Task item: What is needed here is an exact printout of the data, with no pictures included.

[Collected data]
>>>>>

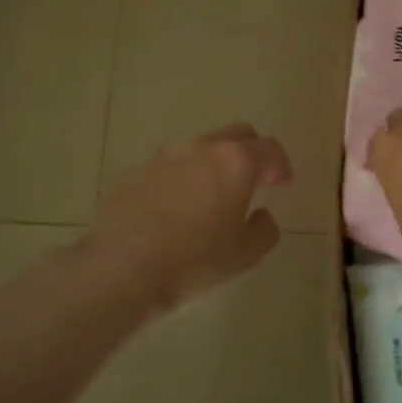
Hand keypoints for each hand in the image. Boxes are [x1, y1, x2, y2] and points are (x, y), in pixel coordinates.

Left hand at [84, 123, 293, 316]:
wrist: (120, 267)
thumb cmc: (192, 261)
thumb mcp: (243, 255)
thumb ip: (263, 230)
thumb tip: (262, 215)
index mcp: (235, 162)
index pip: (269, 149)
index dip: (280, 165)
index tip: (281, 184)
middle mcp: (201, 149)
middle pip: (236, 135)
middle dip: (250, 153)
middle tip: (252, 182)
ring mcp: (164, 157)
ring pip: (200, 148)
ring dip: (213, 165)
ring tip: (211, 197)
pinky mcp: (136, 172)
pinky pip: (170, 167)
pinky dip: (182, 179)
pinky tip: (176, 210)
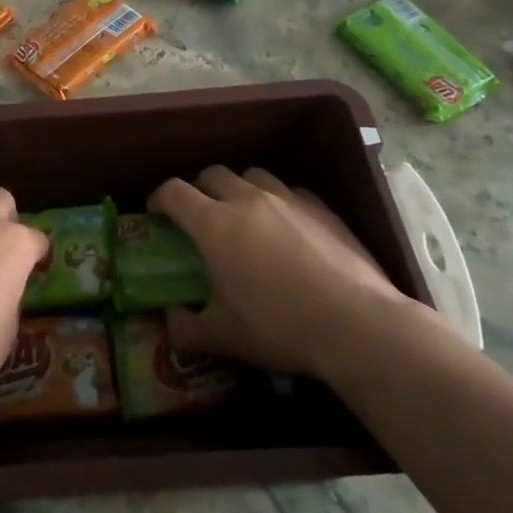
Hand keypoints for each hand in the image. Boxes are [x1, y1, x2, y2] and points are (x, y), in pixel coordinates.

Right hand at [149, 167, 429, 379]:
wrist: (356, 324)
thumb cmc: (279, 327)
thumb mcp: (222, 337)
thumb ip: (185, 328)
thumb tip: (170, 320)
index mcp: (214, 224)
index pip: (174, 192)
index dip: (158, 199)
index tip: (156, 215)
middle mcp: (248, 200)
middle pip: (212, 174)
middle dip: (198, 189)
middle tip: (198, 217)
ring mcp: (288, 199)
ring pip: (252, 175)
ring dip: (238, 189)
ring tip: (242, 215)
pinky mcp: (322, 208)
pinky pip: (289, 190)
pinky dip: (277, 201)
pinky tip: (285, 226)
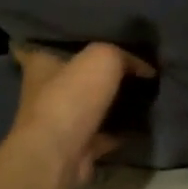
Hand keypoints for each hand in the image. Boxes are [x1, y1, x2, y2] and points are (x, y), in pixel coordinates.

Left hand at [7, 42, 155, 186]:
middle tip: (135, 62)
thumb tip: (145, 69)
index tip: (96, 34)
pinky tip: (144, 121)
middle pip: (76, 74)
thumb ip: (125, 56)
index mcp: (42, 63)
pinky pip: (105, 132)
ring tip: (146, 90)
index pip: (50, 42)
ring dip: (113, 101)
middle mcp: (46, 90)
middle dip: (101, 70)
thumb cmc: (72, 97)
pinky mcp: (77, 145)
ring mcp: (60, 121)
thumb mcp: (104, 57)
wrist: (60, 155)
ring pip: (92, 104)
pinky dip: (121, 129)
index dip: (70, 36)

<<<<<

Solved problem:
Hand keypoints for each hand in the image. Boxes are [x1, y1, x2, y2] and points are (x, y), in pixel coordinates.

Left hand at [84, 123, 293, 316]:
wrist: (120, 267)
thumb cmc: (192, 261)
thumb mcp: (243, 255)
thumb ip: (263, 230)
thumb tip: (262, 215)
index mcp: (235, 162)
index pip: (269, 149)
index dip: (280, 165)
index tip: (281, 184)
middle mcp: (201, 149)
middle pip: (236, 135)
middle dip: (250, 153)
middle tip: (252, 182)
ring mcp: (164, 157)
ring pip: (200, 148)
ring dip: (213, 165)
ring tip: (211, 197)
pinky mcp: (136, 172)
pinky pip: (170, 167)
pinky dip: (182, 179)
pinky tip: (176, 210)
Hand keypoints for each hand in the image. Boxes are [x1, y1, x2, y2] and points are (x, y), in pixel coordinates.

Right hand at [149, 167, 429, 379]:
wrist: (356, 324)
thumb cmc: (279, 327)
thumb mcp: (222, 337)
thumb ip: (185, 328)
thumb tip: (170, 320)
index mcp: (214, 224)
index pip: (174, 192)
index dip: (158, 199)
index tip: (156, 215)
middle mcp: (248, 200)
middle pip: (212, 174)
middle dip: (198, 189)
middle tip: (198, 217)
ring mcp: (288, 199)
ring pip: (252, 175)
ring dip: (238, 189)
ring tip: (242, 215)
pinky mcp: (322, 208)
pinky pip: (289, 190)
pinky dip: (277, 201)
pinky tip: (285, 226)
Hand keypoints for each hand in the image. Boxes are [x1, y1, x2, y2] and points are (x, y), in pixel coordinates.

Left hand at [7, 42, 155, 186]:
middle tip: (135, 62)
thumb tip: (145, 69)
index tip: (96, 34)
pinky tip: (144, 121)
middle pip: (76, 74)
thumb ip: (125, 56)
index mcp: (42, 63)
pinky pip: (105, 132)
ring tip: (146, 90)
index pip: (50, 42)
ring dip: (113, 101)
middle mcp: (46, 90)
middle dip: (101, 70)
thumb cmc: (72, 97)
pinky mcp: (77, 145)
ring mcp: (60, 121)
thumb mcp: (104, 57)
wrist: (60, 155)
ring pip: (92, 104)
pinky dip: (121, 129)
index dip: (70, 36)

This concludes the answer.